= Work request =
From start to end, print the entire listing below exactly.

= Information provided =
○ ○ ○ ○ ○
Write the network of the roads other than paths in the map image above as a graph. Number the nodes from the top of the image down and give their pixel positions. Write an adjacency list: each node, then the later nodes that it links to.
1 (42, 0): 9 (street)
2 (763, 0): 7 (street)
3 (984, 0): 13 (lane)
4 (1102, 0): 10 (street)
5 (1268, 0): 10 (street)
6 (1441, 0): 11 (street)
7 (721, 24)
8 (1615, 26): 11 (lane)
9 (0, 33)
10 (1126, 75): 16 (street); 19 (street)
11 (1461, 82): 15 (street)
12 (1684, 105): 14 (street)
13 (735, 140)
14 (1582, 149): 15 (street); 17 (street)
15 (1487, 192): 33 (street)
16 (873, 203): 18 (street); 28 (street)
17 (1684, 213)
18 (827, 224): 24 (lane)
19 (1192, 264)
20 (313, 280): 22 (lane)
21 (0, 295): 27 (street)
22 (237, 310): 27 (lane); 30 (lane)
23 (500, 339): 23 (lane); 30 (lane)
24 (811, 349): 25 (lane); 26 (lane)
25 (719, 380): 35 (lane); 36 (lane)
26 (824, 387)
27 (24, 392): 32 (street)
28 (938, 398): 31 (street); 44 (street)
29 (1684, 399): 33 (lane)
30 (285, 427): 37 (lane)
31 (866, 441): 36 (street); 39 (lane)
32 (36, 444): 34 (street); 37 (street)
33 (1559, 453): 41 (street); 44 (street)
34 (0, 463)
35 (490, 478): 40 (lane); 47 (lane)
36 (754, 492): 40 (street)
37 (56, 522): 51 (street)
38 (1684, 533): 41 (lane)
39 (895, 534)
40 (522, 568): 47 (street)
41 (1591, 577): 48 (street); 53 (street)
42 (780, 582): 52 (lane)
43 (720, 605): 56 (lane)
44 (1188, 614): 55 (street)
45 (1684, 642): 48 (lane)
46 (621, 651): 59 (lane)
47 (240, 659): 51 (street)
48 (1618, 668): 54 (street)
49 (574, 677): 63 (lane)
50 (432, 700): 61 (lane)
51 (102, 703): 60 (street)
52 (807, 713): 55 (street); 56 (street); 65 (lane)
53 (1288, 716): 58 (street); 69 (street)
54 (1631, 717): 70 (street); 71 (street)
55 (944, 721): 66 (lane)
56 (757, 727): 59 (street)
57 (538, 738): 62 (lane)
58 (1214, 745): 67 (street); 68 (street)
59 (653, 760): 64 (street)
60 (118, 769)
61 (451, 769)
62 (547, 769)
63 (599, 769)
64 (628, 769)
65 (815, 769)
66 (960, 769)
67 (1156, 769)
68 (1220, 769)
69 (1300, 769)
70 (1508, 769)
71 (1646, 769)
○ ○ ○ ○ ○
= Expected output =
Write the network of the roads other than paths in the map image above as a graph. Number the nodes from the top of the image down and give their pixel positions. Write an adjacency list: each node, then the later nodes that it links to.
1 (42, 0): 9 (street)
2 (763, 0): 7 (street)
3 (984, 0): 13 (lane)
4 (1102, 0): 10 (street)
5 (1268, 0): 10 (street)
6 (1441, 0): 11 (street)
7 (721, 24)
8 (1615, 26): 11 (lane)
9 (0, 33)
10 (1126, 75): 16 (street); 19 (street)
11 (1461, 82): 15 (street)
12 (1684, 105): 14 (street)
13 (735, 140)
14 (1582, 149): 15 (street); 17 (street)
15 (1487, 192): 33 (street)
16 (873, 203): 18 (street); 28 (street)
17 (1684, 213)
18 (827, 224): 24 (lane)
19 (1192, 264)
20 (313, 280): 22 (lane)
21 (0, 295): 27 (street)
22 (237, 310): 27 (lane); 30 (lane)
23 (500, 339): 23 (lane); 30 (lane)
24 (811, 349): 25 (lane); 26 (lane)
25 (719, 380): 35 (lane); 36 (lane)
26 (824, 387)
27 (24, 392): 32 (street)
28 (938, 398): 31 (street); 44 (street)
29 (1684, 399): 33 (lane)
30 (285, 427): 37 (lane)
31 (866, 441): 36 (street); 39 (lane)
32 (36, 444): 34 (street); 37 (street)
33 (1559, 453): 41 (street); 44 (street)
34 (0, 463)
35 (490, 478): 40 (lane); 47 (lane)
36 (754, 492): 40 (street)
37 (56, 522): 51 (street)
38 (1684, 533): 41 (lane)
39 (895, 534)
40 (522, 568): 47 (street)
41 (1591, 577): 48 (street); 53 (street)
42 (780, 582): 52 (lane)
43 (720, 605): 56 (lane)
44 (1188, 614): 55 (street)
45 (1684, 642): 48 (lane)
46 (621, 651): 59 (lane)
47 (240, 659): 51 (street)
48 (1618, 668): 54 (street)
49 (574, 677): 63 (lane)
50 (432, 700): 61 (lane)
51 (102, 703): 60 (street)
52 (807, 713): 55 (street); 56 (street); 65 (lane)
53 (1288, 716): 58 (street); 69 (street)
54 (1631, 717): 70 (street); 71 (street)
55 (944, 721): 66 (lane)
56 (757, 727): 59 (street)
57 (538, 738): 62 (lane)
58 (1214, 745): 67 (street); 68 (street)
59 (653, 760): 64 (street)
60 (118, 769)
61 (451, 769)
62 (547, 769)
63 (599, 769)
64 (628, 769)
65 (815, 769)
66 (960, 769)
67 (1156, 769)
68 (1220, 769)
69 (1300, 769)
70 (1508, 769)
71 (1646, 769)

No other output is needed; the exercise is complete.